Tendió la mano al padre Eugenio.
—Muchas gracias, padre. Se acabaron las visitas al convento.
—¿No volverá usted?
—Por mí, no hubiera venido nunca. Si estoy aquí es porque ésta no venga sola, tan de mañana y con este tiempo.
Inés, serena, sonreía.
—Adiós, padre. Esté seguro de que el padre Ossorio se rebeló contra el diablo y que, donde esté, crecerá en santidad.
Fray Eugenio alzó la mano y la bendijo.
—Que Dios la oiga, hija mía.
Permaneció a la puerta de la iglesia hasta que Inés y Clara se hubieron alejado. Regresó luego al confesonario e hizo seña a una aldeana que esperaba.
—Este fraile es simpático y parece buena persona —dijo Clara a su hermana; pero Inés no le respondió—. Tiene que ser algo pariente nuestro. Hasta se parece un poco a Juan —insistió Clara.
—¿Cómo? ¿Decías algo?
—No. Nada. Sólo que el mal tiempo va a durar.
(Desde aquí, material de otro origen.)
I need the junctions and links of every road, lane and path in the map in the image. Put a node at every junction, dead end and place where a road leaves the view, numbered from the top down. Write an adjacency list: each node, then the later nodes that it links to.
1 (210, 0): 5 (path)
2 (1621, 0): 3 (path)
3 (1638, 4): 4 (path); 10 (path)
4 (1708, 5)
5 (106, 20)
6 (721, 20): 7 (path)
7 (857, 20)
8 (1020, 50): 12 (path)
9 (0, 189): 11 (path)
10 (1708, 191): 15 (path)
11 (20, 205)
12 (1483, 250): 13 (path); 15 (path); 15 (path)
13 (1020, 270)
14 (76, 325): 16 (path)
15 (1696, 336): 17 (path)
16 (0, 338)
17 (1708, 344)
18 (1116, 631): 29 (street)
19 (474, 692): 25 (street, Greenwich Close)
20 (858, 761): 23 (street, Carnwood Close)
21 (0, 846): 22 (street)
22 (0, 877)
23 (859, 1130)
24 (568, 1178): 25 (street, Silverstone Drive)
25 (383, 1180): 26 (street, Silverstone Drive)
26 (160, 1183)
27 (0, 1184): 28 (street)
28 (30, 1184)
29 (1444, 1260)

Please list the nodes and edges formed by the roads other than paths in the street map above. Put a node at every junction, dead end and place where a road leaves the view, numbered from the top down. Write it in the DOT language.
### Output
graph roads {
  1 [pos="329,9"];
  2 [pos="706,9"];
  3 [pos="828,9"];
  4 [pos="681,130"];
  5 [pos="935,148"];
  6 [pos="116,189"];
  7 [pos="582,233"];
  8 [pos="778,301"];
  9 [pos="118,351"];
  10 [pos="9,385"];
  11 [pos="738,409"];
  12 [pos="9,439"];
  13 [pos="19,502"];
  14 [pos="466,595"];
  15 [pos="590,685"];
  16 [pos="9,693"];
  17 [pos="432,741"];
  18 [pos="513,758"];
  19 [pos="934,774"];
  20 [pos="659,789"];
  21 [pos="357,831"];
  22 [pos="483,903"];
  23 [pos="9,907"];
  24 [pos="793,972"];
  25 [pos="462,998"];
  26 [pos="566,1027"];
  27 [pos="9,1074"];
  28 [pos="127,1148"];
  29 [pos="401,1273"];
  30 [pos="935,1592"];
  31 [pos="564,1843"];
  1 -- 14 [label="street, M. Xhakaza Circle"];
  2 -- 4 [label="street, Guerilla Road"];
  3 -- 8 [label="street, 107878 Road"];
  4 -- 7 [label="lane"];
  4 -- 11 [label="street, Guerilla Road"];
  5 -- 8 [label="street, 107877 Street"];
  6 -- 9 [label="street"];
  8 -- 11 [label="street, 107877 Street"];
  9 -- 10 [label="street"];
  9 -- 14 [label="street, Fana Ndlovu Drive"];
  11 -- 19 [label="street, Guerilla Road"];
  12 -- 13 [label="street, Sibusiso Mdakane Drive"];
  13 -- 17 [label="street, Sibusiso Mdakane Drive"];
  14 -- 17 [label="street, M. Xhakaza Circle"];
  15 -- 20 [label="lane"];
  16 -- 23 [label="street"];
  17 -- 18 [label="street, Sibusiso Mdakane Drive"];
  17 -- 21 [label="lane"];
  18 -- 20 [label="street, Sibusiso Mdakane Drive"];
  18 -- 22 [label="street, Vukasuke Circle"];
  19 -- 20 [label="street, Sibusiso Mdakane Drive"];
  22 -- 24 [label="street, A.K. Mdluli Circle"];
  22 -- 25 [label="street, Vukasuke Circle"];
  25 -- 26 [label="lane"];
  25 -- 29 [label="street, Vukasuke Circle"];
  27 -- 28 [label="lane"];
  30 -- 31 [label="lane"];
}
Caminaban cogidas del brazo. Clara llevaba el paraguas, pero Inés iba más de prisa, como tirando de su hermana. Le había caído el velo, y el viento le alborotaba los cabellos. «¡Qué bonita es!» —pensó Clara. Le dio un escalofrío de miedo por Inés. Le apretó el brazo. Inés volvió la cara suavemente.